Nuclei Debut

This is a huge moment for methodwebtest as we move away from a custom requests and vuln scanning engine towards Nuclei and custom templates that leverage its DSL.

This PR also takes this opportunity to perform some high-level organization of the scanning logic - at this stage, this tool is broken down into 2 top level modules:

DAST and Scan High Level Modules:

$ methodwebtest pentest
Penetration testing commands

Usage:
  methodwebtest pentest [command]

Available Commands:
  dast        Dast targets to discover previously unknown vulnerabilities
  scan        Scan targets for known vulnerabilities

DAST (discovers previously-unknown vulns) - allows us to potentially eat another security point product (DAST scanners). This module implements a multi-modal fuzzer that gives us the ability to fuzz injection points across param locations header | query | body | cookie | path

• Allows filtering on --vuln-types for bug classes and specifying --http-methods for "cluster bomb" injections across several methods.
• When paired with effective spidering, this can become a very powerful tool that continuously performs autonomous injections.
• Detects OOB (out-of-band) vulns (Nuclei integrates with interactsh-servers, this feature is a TODO)

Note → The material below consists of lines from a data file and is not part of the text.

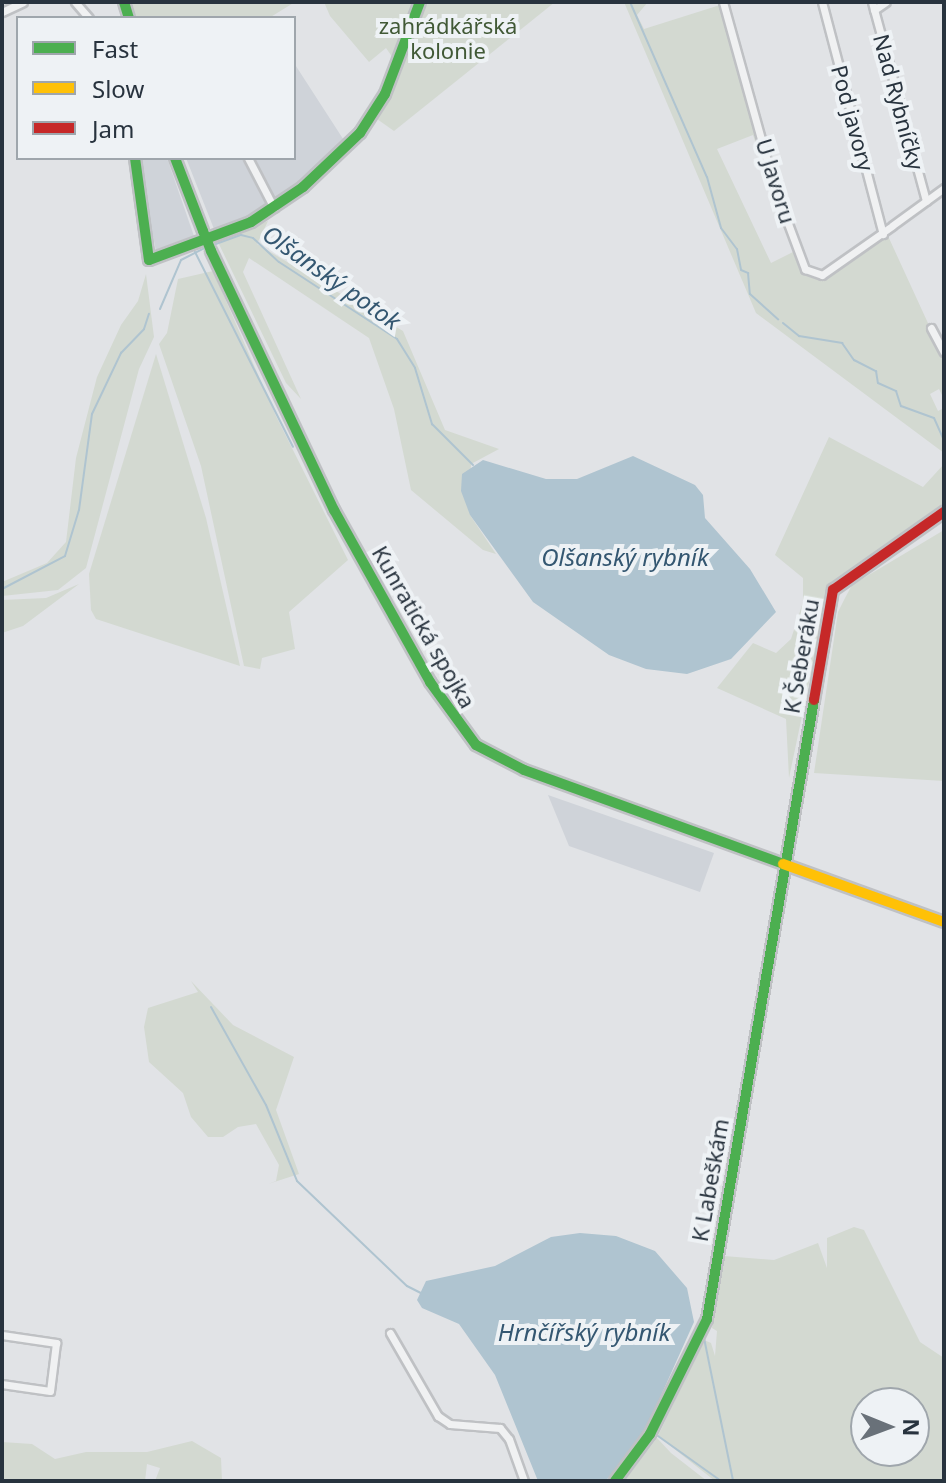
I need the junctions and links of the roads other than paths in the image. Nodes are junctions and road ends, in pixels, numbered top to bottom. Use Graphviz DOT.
graph roads {
  1 [pos="23,2"];
  2 [pos="420,2"];
  3 [pos="723,2"];
  4 [pos="822,2"];
  5 [pos="886,2"];
  6 [pos="873,6"];
  7 [pos="2,12"];
  8 [pos="135,160"];
  9 [pos="176,160"];
  10 [pos="249,160"];
  11 [pos="944,188"];
  12 [pos="926,201"];
  13 [pos="274,208"];
  14 [pos="883,234"];
  15 [pos="931,328"];
  16 [pos="944,352"];
  17 [pos="944,512"];
  18 [pos="788,842"];
  19 [pos="759,854"];
  20 [pos="784,864"];
  21 [pos="807,871"];
  22 [pos="781,887"];
  23 [pos="944,922"];
  24 [pos="390,1333"];
  25 [pos="2,1335"];
  26 [pos="2,1384"];
  27 [pos="524,1481"];
  28 [pos="615,1481"];
  1 -- 7 [label="street"];
  2 -- 13 [label="street"];
  3 -- 14 [label="street, U Javoru"];
  4 -- 14 [label="street, Pod javory"];
  5 -- 6 [label="street"];
  6 -- 12 [label="street, Nad Rybníčky"];
  8 -- 13 [label="street"];
  9 -- 19 [label="street, Kunratická spojka, bridge"];
  10 -- 13 [label="street"];
  11 -- 12 [label="street"];
  12 -- 14 [label="street"];
  15 -- 16 [label="street"];
  17 -- 18 [label="street, K Šeberáku"];
  18 -- 19 [label="street"];
  18 -- 20 [label="street, K Šeberáku"];
  19 -- 20 [label="street, Kunratická spojka"];
  20 -- 21 [label="street, Kunratická spojka"];
  20 -- 22 [label="street, K Labeškám"];
  21 -- 22 [label="street"];
  21 -- 23 [label="street, Kunratická spojka"];
  22 -- 28 [label="street, K Labeškám"];
  24 -- 27 [label="street"];
  25 -- 26 [label="street"];
}
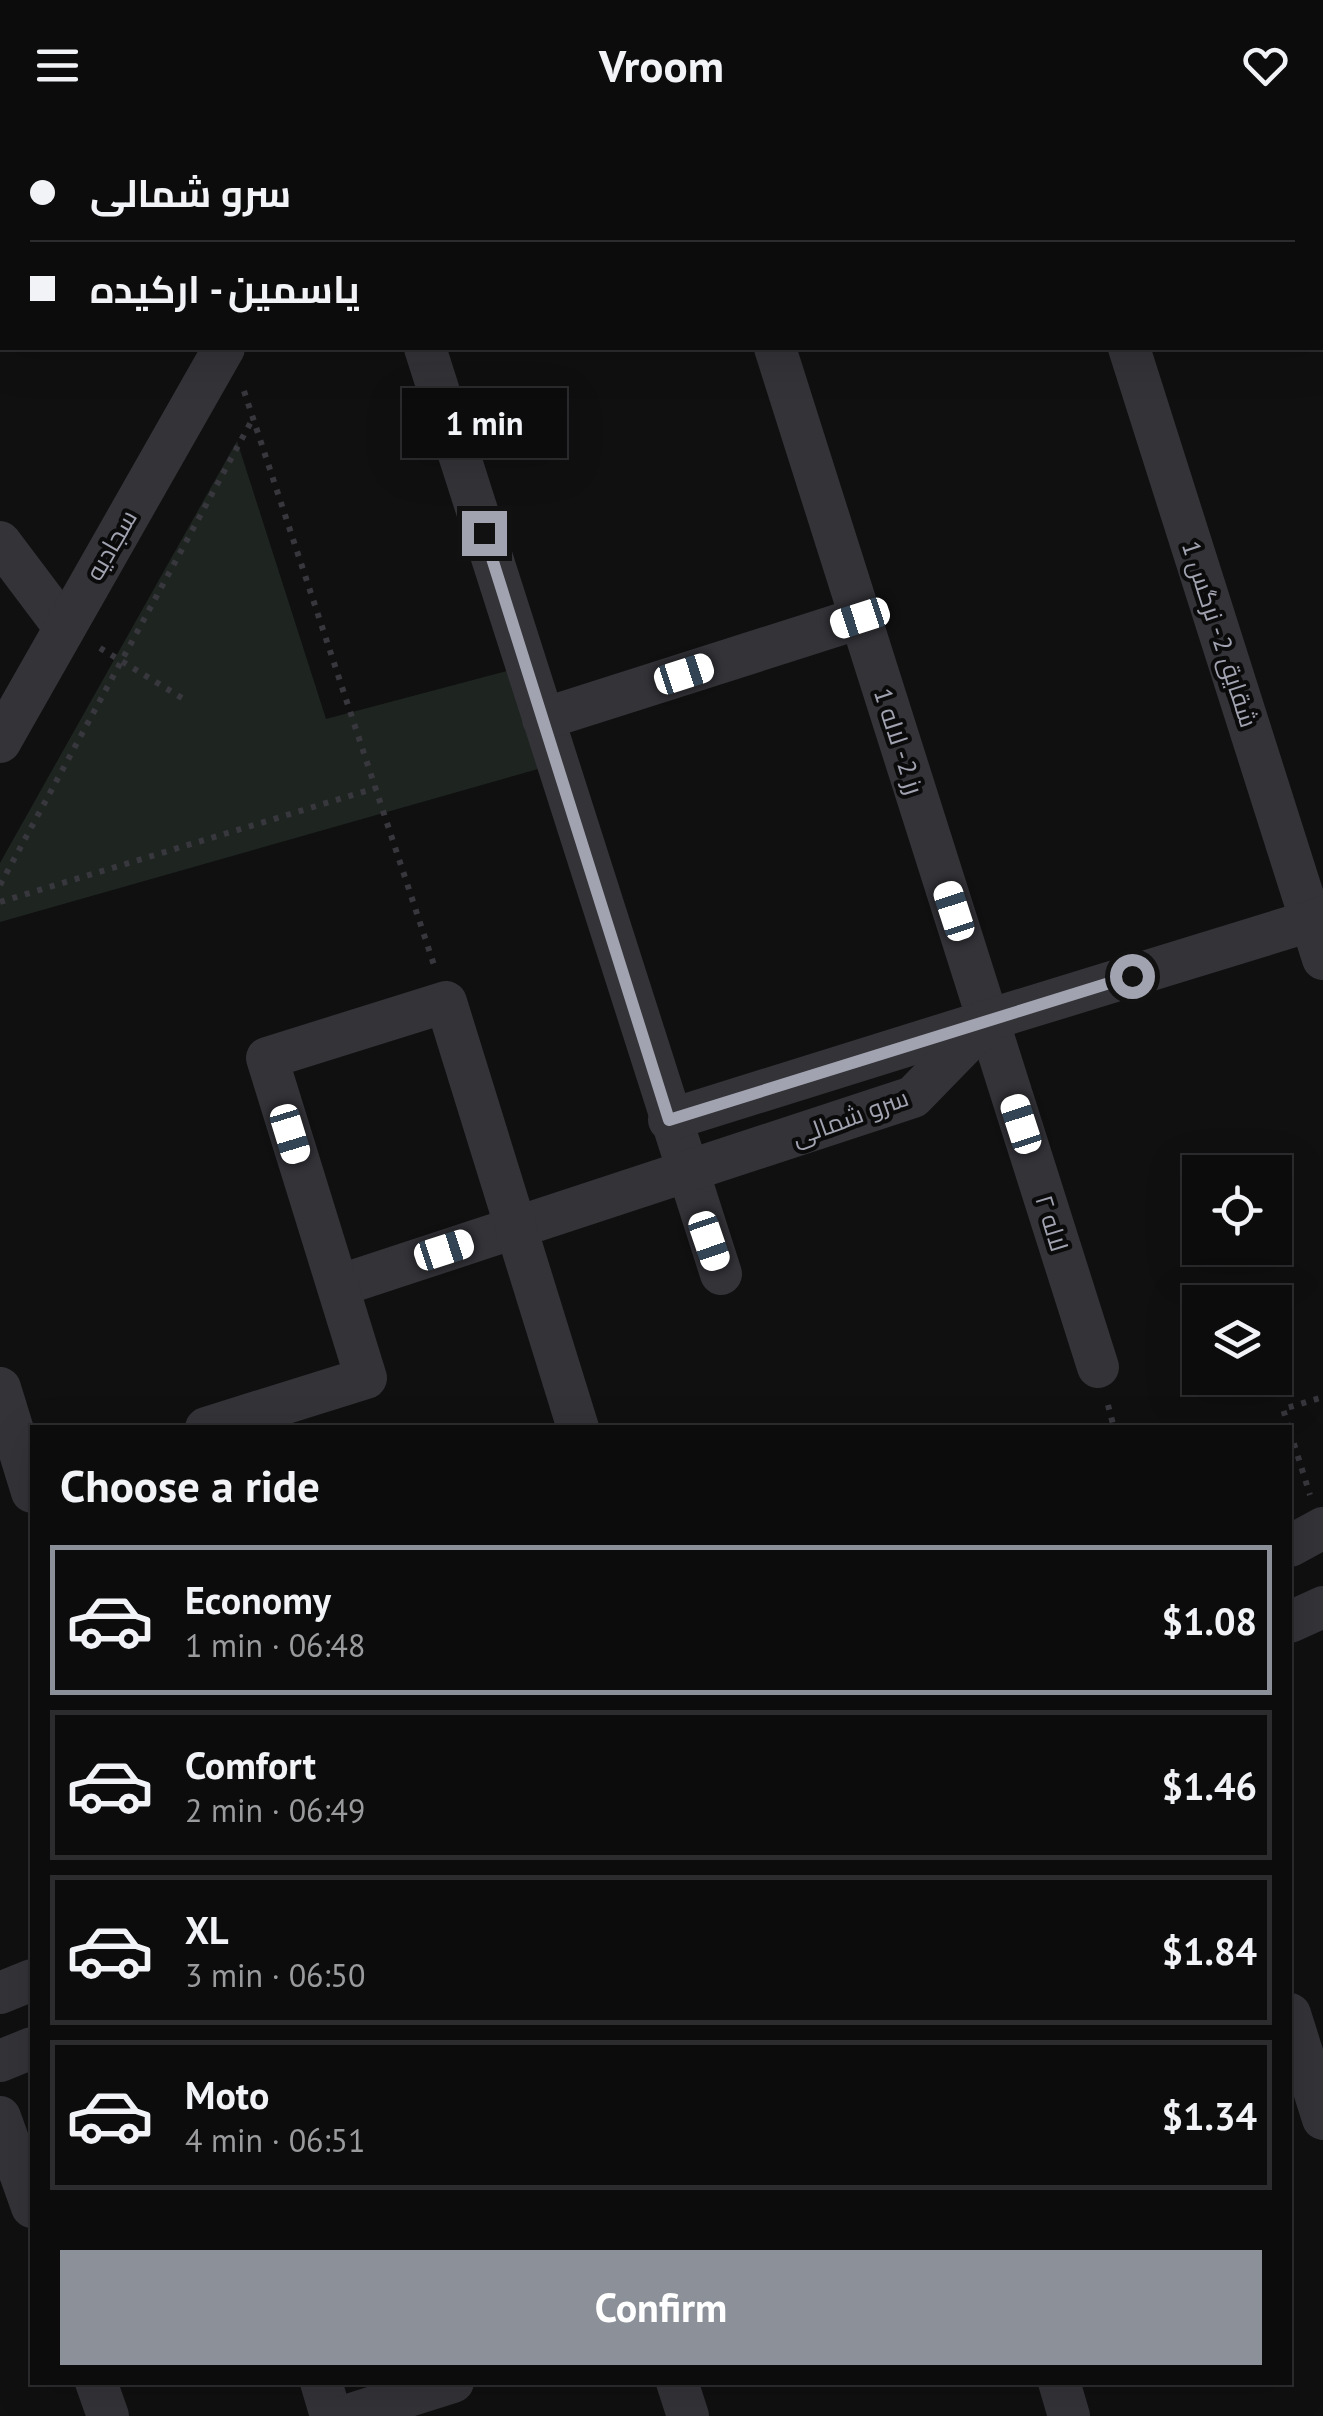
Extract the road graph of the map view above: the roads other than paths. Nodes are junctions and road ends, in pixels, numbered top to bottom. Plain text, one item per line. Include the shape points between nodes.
1 (426, 350) edge
2 (776, 350) edge
3 (1130, 350) edge
4 (232, 365) edge
5 (0, 542) edge
6 (860, 618) junction
7 (64, 627) junction
8 (542, 719) junction
9 (0, 742) edge
10 (1319, 932) edge
11 (988, 1020) junction
12 (669, 1120) junction
13 (686, 1174) junction
14 (516, 1227) junction
15 (721, 1274) dead end
16 (338, 1286) junction
17 (1098, 1367) dead end
18 (0, 1388) edge
19 (216, 1425) edge
20 (577, 1425) edge
21 (24, 1487) edge
22 (30, 1981) edge
23 (0, 1993) edge
24 (1292, 2023) edge
25 (30, 2049) edge
26 (0, 2061) edge
27 (0, 2117) edge
28 (1314, 2117) edge
29 (30, 2201) edge
30 (97, 2385) edge
31 (322, 2385) edge
32 (443, 2385) edge
33 (678, 2385) edge
34 (1060, 2385) edge
35 (108, 2416) edge
36 (331, 2416) edge
37 (344, 2416) edge
38 (688, 2416) edge
39 (1069, 2416) edge

1 - 8 street
2 - 6 street, رز 2 - لاله 1
3 - 10 street, شقایق 2 - نرگس 1
4 - 7 street, سجادیه
5 - 7 street
6 - 8 street
6 - 11 street, رز 2 - لاله 1
7 - 9 street, سجادیه
8 - 12 street
10 - 11 street, سرو شمالی
11 - 12 street, سرو شمالی
11 - 13 street, سرو شمالی via 914,1097
11 - 17 street, لاله ۲
12 - 13 street
13 - 14 street, سرو شمالی
13 - 15 street
14 - 16 street, سرو شمالی
14 - 16 street via 446,1002 267,1058
14 - 20 street
16 - 19 street via 366,1378
18 - 21 street
22 - 23 street
24 - 28 street
25 - 26 street
27 - 29 street
30 - 35 street
31 - 36 street
32 - 37 street
33 - 38 street
34 - 39 street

Scan - allows us to immediately leverage the power of thousands of templates from the larger security community and exponentially expand our detection surface. We can now detect all vulns with public exploits available between 2000-2025!!

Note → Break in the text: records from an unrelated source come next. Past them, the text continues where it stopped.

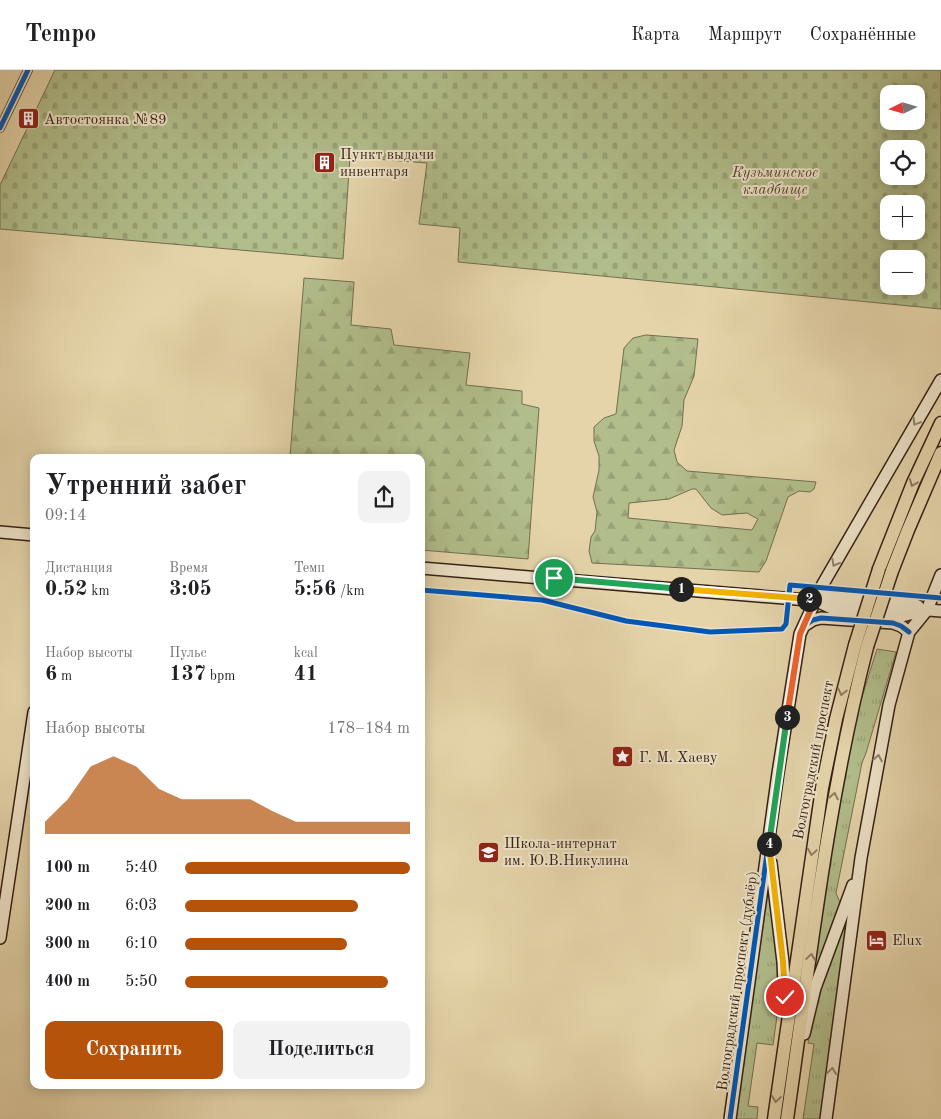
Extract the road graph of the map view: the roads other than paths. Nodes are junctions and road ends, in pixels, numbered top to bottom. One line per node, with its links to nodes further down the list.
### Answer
1 (28, 70): 2 (street)
2 (0, 128)
3 (941, 380): 10 (main road, Волгоградский проспект (дублёр), one-way to 10)
4 (941, 423): 15 (main road, Волгоградский проспект, one-way to 15, bridge)
5 (941, 453): 15 (main road, Волгоградский проспект, bridge)
6 (0, 532): 7 (main road)
7 (30, 535)
8 (425, 568): 10 (main road)
9 (941, 574): 11 (main road)
10 (815, 600): 11 (main road); 11 (main road); 13 (main road, Волгоградский проспект (дублёр))
11 (927, 610): 12 (main road); 14 (main road)
12 (941, 611)
13 (804, 626): 14 (main road); 17 (main road, Волгоградский проспект (дублёр))
14 (909, 632): 18 (main road, one-way to 14)
15 (861, 646): 20 (main road, Волгоградский проспект, one-way to 20); 21 (main road, Волгоградский проспект, one-way to 15)
16 (30, 739): 19 (main road)
17 (768, 846): 20 (main road); 22 (main road, Волгоградский проспект (дублёр))
18 (861, 858): 21 (main road); 25 (main road, one-way to 18)
19 (0, 938)
20 (784, 1044): 23 (main road, Волгоградский проспект, one-way to 23)
21 (794, 1074): 24 (main road, Волгоградский проспект)
22 (730, 1119)
23 (774, 1119)
24 (788, 1119)
25 (826, 1119)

• Allows filtering on --scan-types (CVE, Misconfigurations, Technologies), --resource-types (for technologies scan type), --modules to pick subtype (like year under CVE or apache under webservers)
• Keeps up with newly discovered and published CVEs and public exploits without continuous DevX.

Testing

• Fuzzing functionality was tested against a vulnerable SSTI lab.
• Scanning functionality was tested against a vulnerable Docker container with Apache OPTIONS bleed vuln.